What Should the Future Look Like?
An open thread
I just spent several years writing a book about what went horribly wrong with gender-affirming care—about how our society didn’t have room for, or understanding of, gender nonconforming children, and how we overcorrected in ways that did serious damage.
An early reader of the manuscript asked me: What now? She noted that I’d spent all this time documenting how people and institutions failed, and even what should have been. But here we are, with Supreme Court rulings and executive orders and Democrats and medical associations still digging in and the first detransitioner to win a lawsuit and silence from the mainstream media and…it’s not clear what needs to happen now, or how to make it happen, when likely thousands of kids have transitioned, and families still believe their kids needed to. She wanted me to envision the next iteration of the world, reckoning with what was and what should have been.
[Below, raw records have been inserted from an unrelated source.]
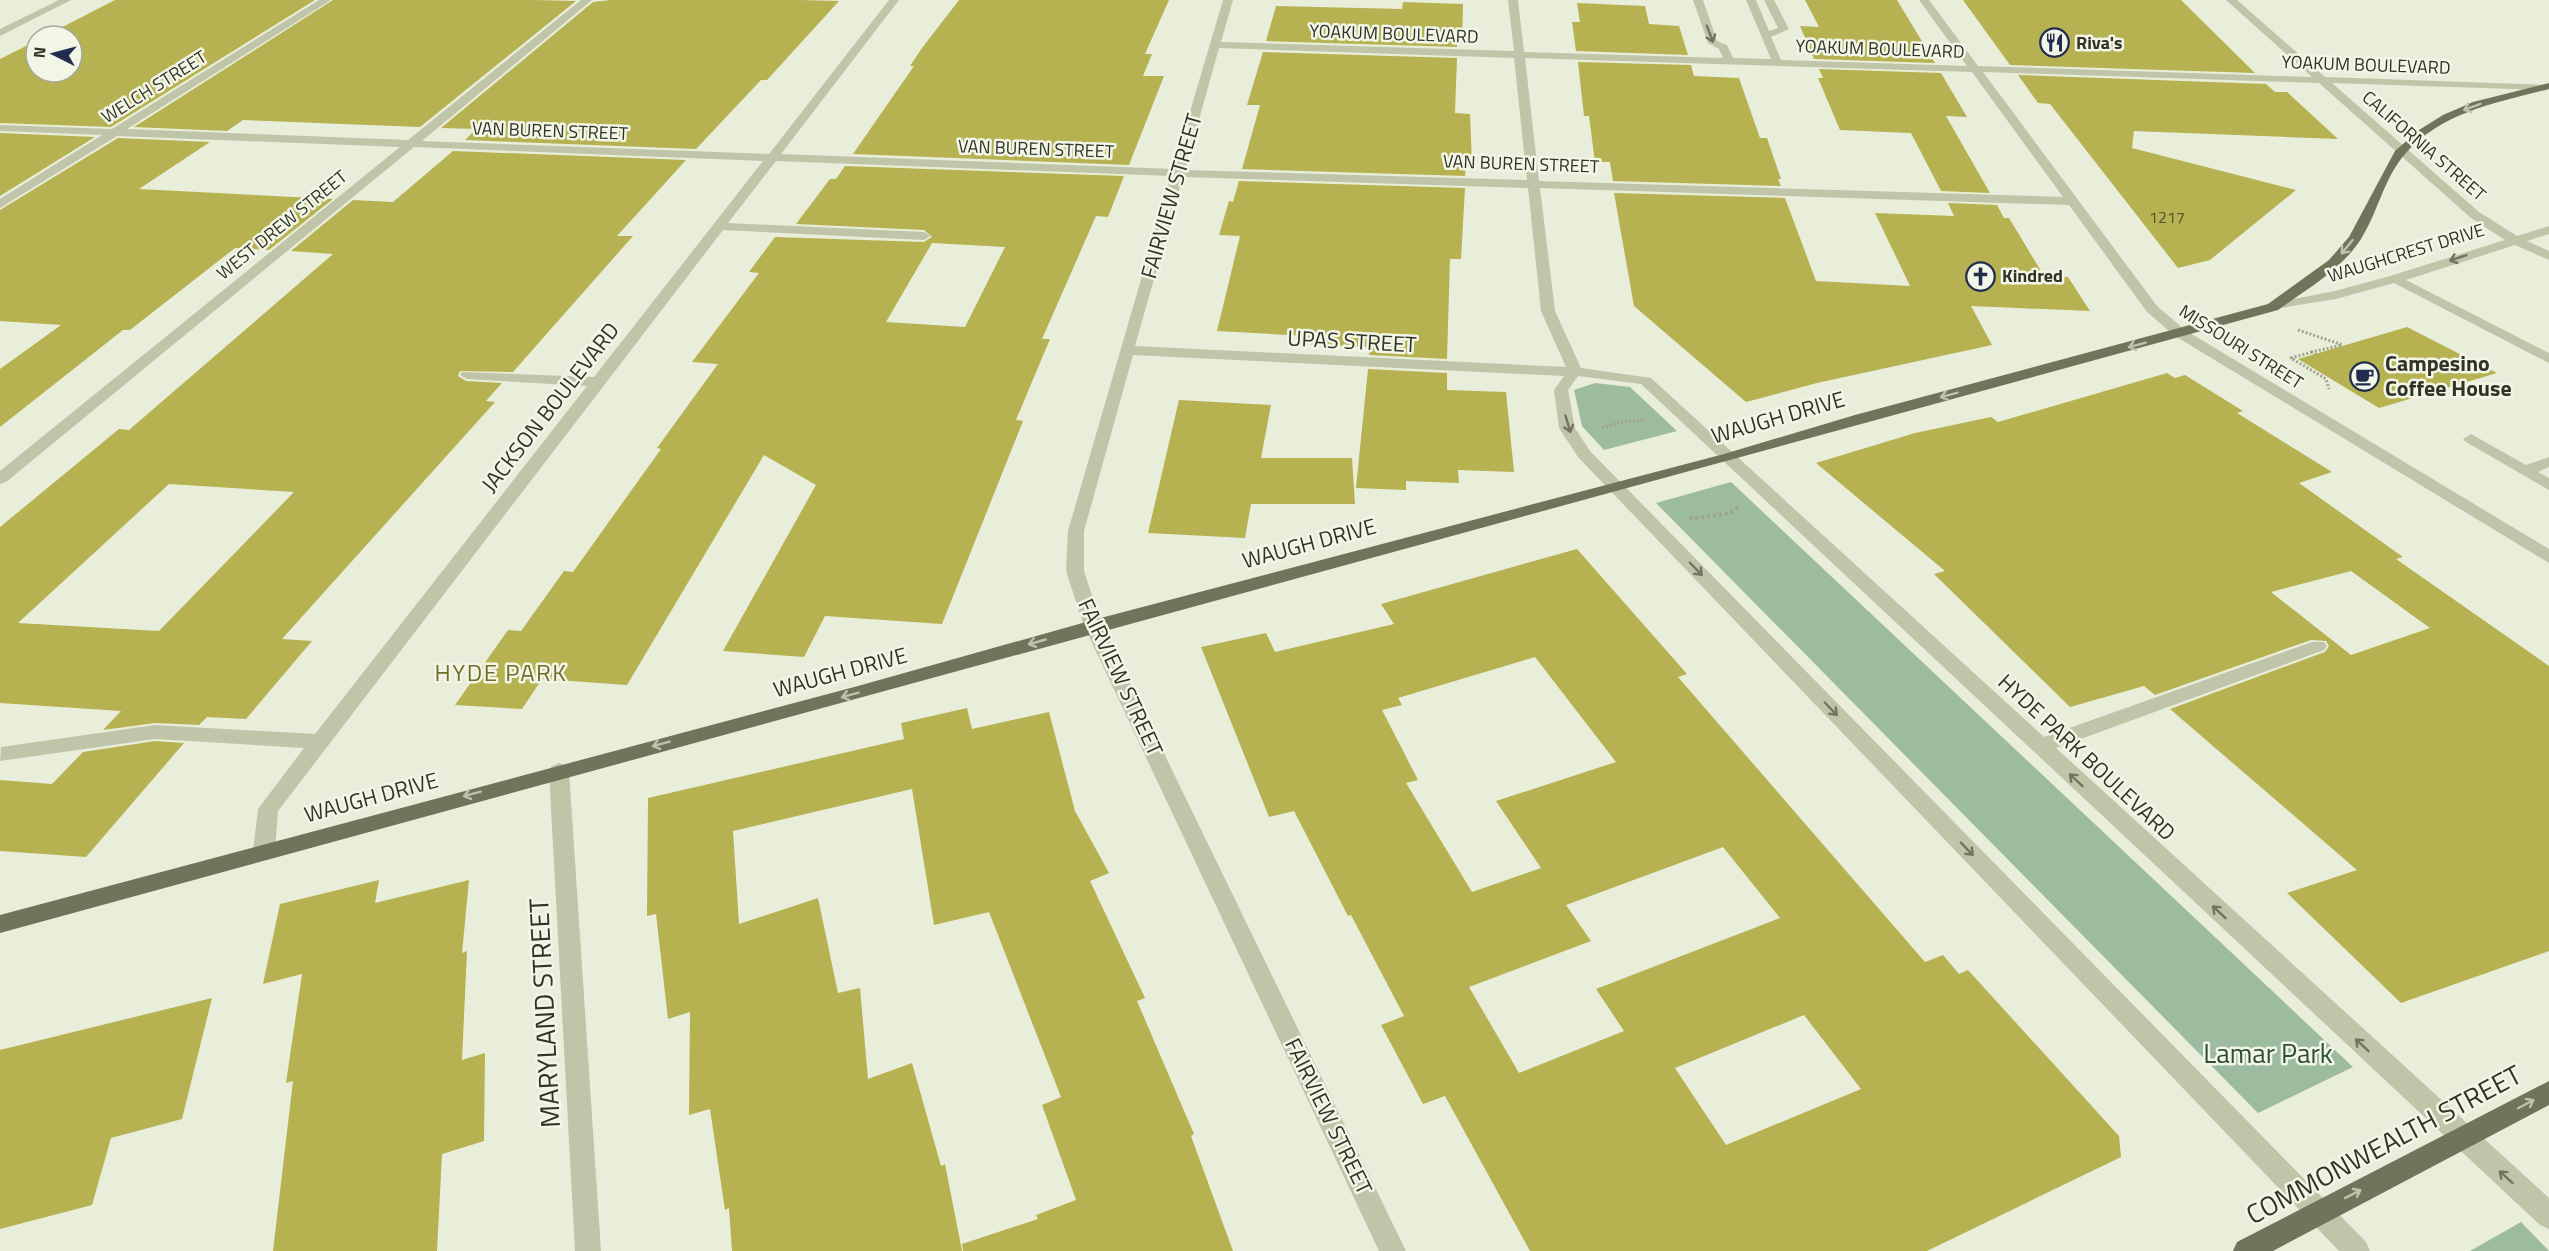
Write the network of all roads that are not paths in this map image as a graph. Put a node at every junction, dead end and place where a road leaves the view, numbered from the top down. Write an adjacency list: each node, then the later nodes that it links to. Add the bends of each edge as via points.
1 (66, 0): 12 (street)
2 (326, 0): 22 (street, WELCH STREET)
3 (587, 0): 23 (street, WEST DREW STREET)
4 (894, 0): 25 (street, JACKSON BOULEVARD)
5 (1228, 0): 14 (street, FAIRVIEW STREET)
6 (1513, 0): 15 (street)
7 (1698, 0): 16 (street, one-way to 16, via 1713,43 1723,47)
8 (1751, 0): 13 (street)
9 (1768, 0): 13 (street, via 1784,29)
10 (1924, 0): 18 (street, MISSOURI STREET)
11 (2231, 0): 19 (street, CALIFORNIA STREET)
12 (0, 33)
13 (1766, 35): 17 (street)
14 (1216, 45): 15 (street, YOAKUM BOULEVARD); 26 (street, FAIRVIEW STREET)
15 (1519, 55): 16 (street, YOAKUM BOULEVARD); 27 (street)
16 (1729, 61): 17 (street, YOAKUM BOULEVARD)
17 (1776, 62): 18 (street, YOAKUM BOULEVARD)
18 (1975, 69): 19 (street, YOAKUM BOULEVARD); 28 (street, MISSOURI STREET)
19 (2322, 80): 20 (street, YOAKUM BOULEVARD); 24 (street, CALIFORNIA STREET)
20 (2546, 86): 24 (main road, WAUGH DRIVE, one-way to 24, via 2477,104 2446,117)
21 (0, 128): 22 (street, VAN BUREN STREET)
22 (115, 132): 23 (street, VAN BUREN STREET); 29 (street, WELCH STREET)
23 (410, 145): 25 (street, VAN BUREN STREET); 47 (street, WEST DREW STREET)
24 (2401, 151): 33 (street, CALIFORNIA STREET, via 2475,215); 36 (main road, WAUGH DRIVE, one-way to 36, via 2355,238 2334,263)
25 (771, 156): 26 (street, VAN BUREN STREET); 30 (street, JACKSON BOULEVARD)
26 (1178, 173): 27 (street, VAN BUREN STREET); 38 (street, FAIRVIEW STREET)
27 (1532, 182): 28 (street, VAN BUREN STREET); 40 (street, via 1548,311)
28 (2070, 201): 37 (street, MISSOURI STREET, via 2146,304)
29 (0, 204)
30 (717, 226): 32 (street); 42 (street, JACKSON BOULEVARD)
31 (2549, 230): 33 (street, WAUGHCREST DRIVE)
32 (924, 236)
33 (2513, 239): 34 (street, CALIFORNIA STREET); 35 (street, WAUGHCREST DRIVE, one-way to 35)
34 (2549, 256)
35 (2395, 279): 36 (street, WAUGHCREST DRIVE); 39 (street)
36 (2273, 307): 37 (main road, WAUGH DRIVE)
37 (2180, 333): 44 (main road, WAUGH DRIVE, one-way to 44, via 1860,418); 50 (street, MISSOURI STREET)
38 (1126, 350): 40 (street, UPAS STREET); 51 (street, FAIRVIEW STREET, via 1076,531 1075,571)
39 (2549, 359)
40 (1575, 371): 44 (street, HYDE PARK BOULEVARD, via 1615,373 1646,381); 49 (street, one-way to 49, via 1561,390 1567,428 1584,454)
41 (467, 375): 42 (street)
42 (598, 382): 53 (street, JACKSON BOULEVARD)
43 (2471, 439): 46 (street)
44 (1730, 457): 49 (main road, WAUGH DRIVE); 54 (street, HYDE PARK BOULEVARD)
45 (2549, 462): 46 (street)
46 (2525, 471): 48 (street)
47 (0, 479)
48 (2549, 485)
49 (1614, 486): 51 (main road, WAUGH DRIVE); 61 (street, one-way to 61)
50 (2549, 557)
51 (1093, 626): 56 (main road, WAUGH DRIVE, one-way to 56, via 858,693); 64 (street, FAIRVIEW STREET)
52 (2318, 646): 54 (street)
53 (320, 742): 55 (street, via 155,732); 57 (street, JACKSON BOULEVARD, via 268,809)
54 (2040, 746): 60 (street, HYDE PARK BOULEVARD, one-way to 54)
55 (1, 754)
56 (559, 771): 57 (main road, WAUGH DRIVE, one-way to 57); 63 (street, MARYLAND STREET)
57 (264, 850): 58 (main road, WAUGH DRIVE)
58 (0, 924)
59 (2549, 1092): 60 (main road, COMMONWEALTH STREET, one-way to 59)
60 (2462, 1137): 61 (main road, COMMONWEALTH STREET, one-way to 60); 62 (street, HYDE PARK BOULEVARD, one-way to 60)
61 (2319, 1212): 65 (main road, COMMONWEALTH STREET); 66 (street)
62 (2549, 1216)
63 (588, 1251)
64 (1394, 1251)
65 (2246, 1251)
66 (2357, 1251)

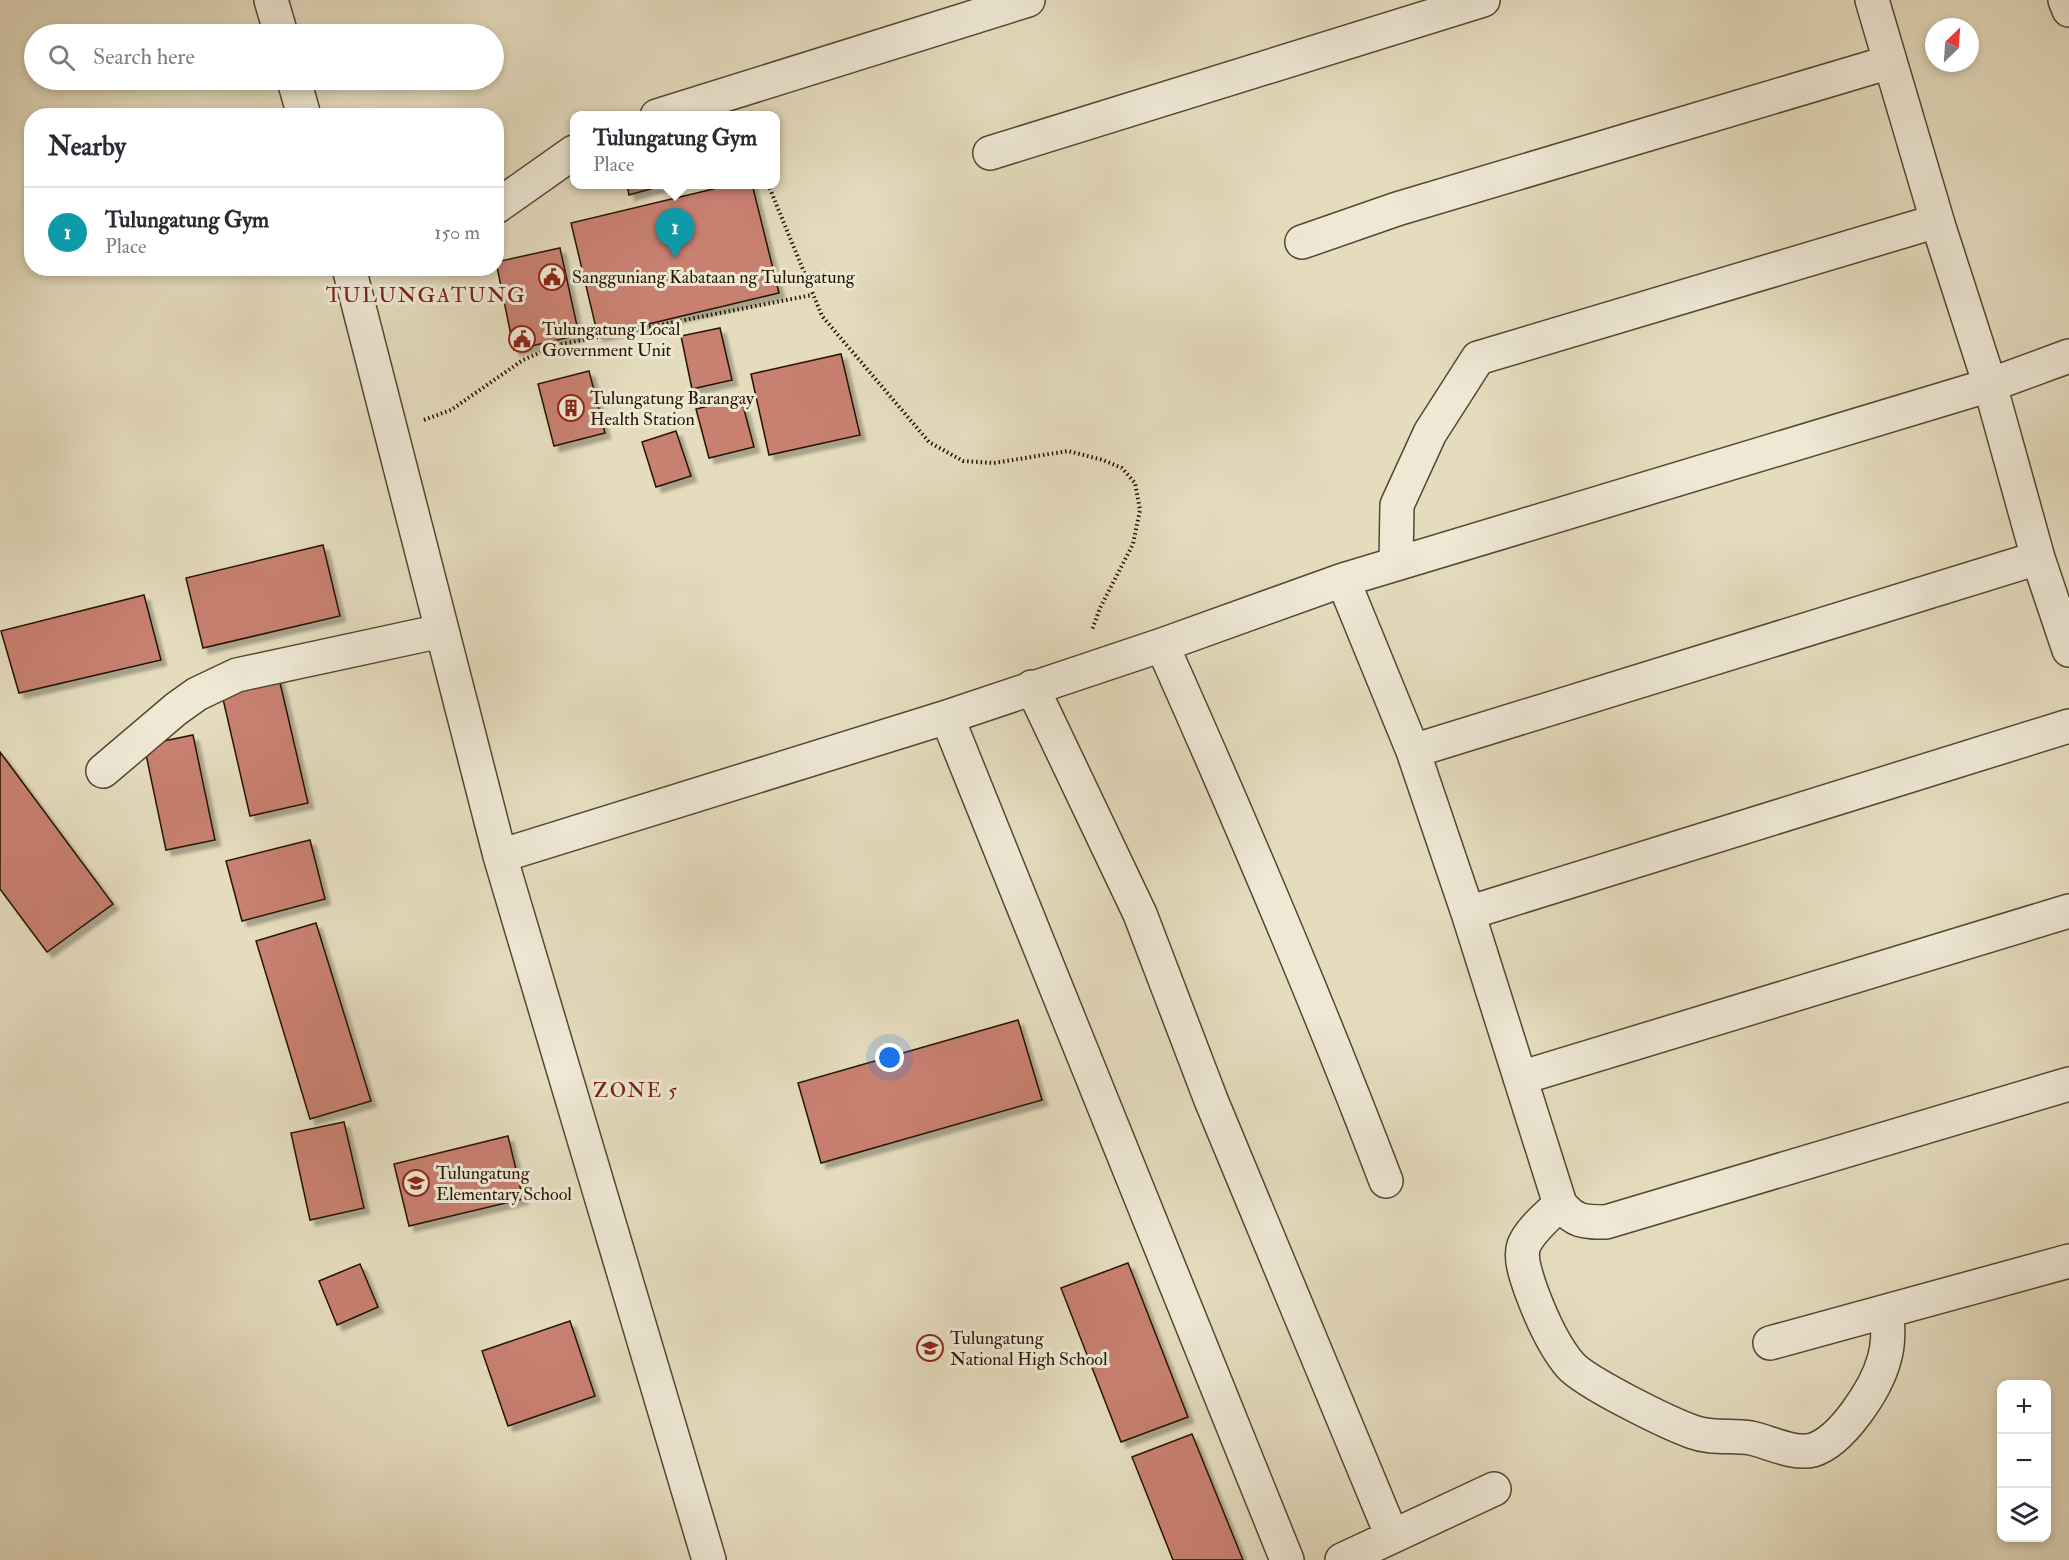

I have always advocated that “gender education,” if it needs to exist, should be this: “Boys and girls can look and act all kinds of ways.” That’s all a teacher needs to say. But we’ve got a generation of kids trained to believe in gender identity and to interweave sex and sex stereotypes, and a generation of professionals trained to believe that if they don’t affirm those ideas, they’re causing harm.
That’s why my long-term solutions have focused on viewpoint diversity, critical thinking, free speech, and constructive disagreement. Rather than teach what I think about gender identity, I’d like teachers to educate about the controversies around it. I don’t want to replace one ideology with another that I agree with. I want to move away from ideological education and medicine.
I wrote a school guide to gender controversies for schools that never got tested (please, if you’re interested in taking it for a spin, DM me), and I’d like to see more of that. HRC and Gender Spectrum and many other advocacy groups created curricula and guidelines and norms. We have to pull some of those back, or replace them with those of our own design.
But I don’t see many groups doing that.
So I put it to you. What’s the future you want to see and how would you get us there—not based on what you wish the world was like, but based on how it is, today, right here in this crazy country? Knowing that some states have created sanctuaries and others bans, that we’re deeply divided, that we’re in a time of tumult: what could and should rise, Phoenix-like, from these ashes?
Comments are open to all.


Good question!
Personally, I don't like that this had to come to state-level bans and litigation and whatnot, but the upside is that more people feel empowered to speak openly against gender ideology--and are secure in doing so. The power of the gender jihadists to take away people's jobs, housing, and educational opportunities, although still too strong in my mind, is waning. The more of us who can express opposition, the fewer of us who will suffer censure for doing so.
And that's how I want the future to look. Robust discussion and examination, subjecting gender ideology to the scrutiny that should have been applied fifteen years ago. Late is better than never.
My perspective is shaped by five years of intense clinical work with trans identifying teens, young adults, and their parents. Another very important aspect of my work has been in teaching and mentoring other clinicians who are willing to do this work but haven’t had the kind of support that it takes to sit in extreme tension with these very fragile (and brittle) kids day in and day out.
What I think of as “traditional” psychotherapy (neither gender affirming nor gender critical, but rather inviting and embracing complexity) requires ongoing study, supervision, and peer support. The mental health professions need to take a serious look into how and why these supports eroded because when vacuums get filled by ideologies the most vulnerable people end up paying the price.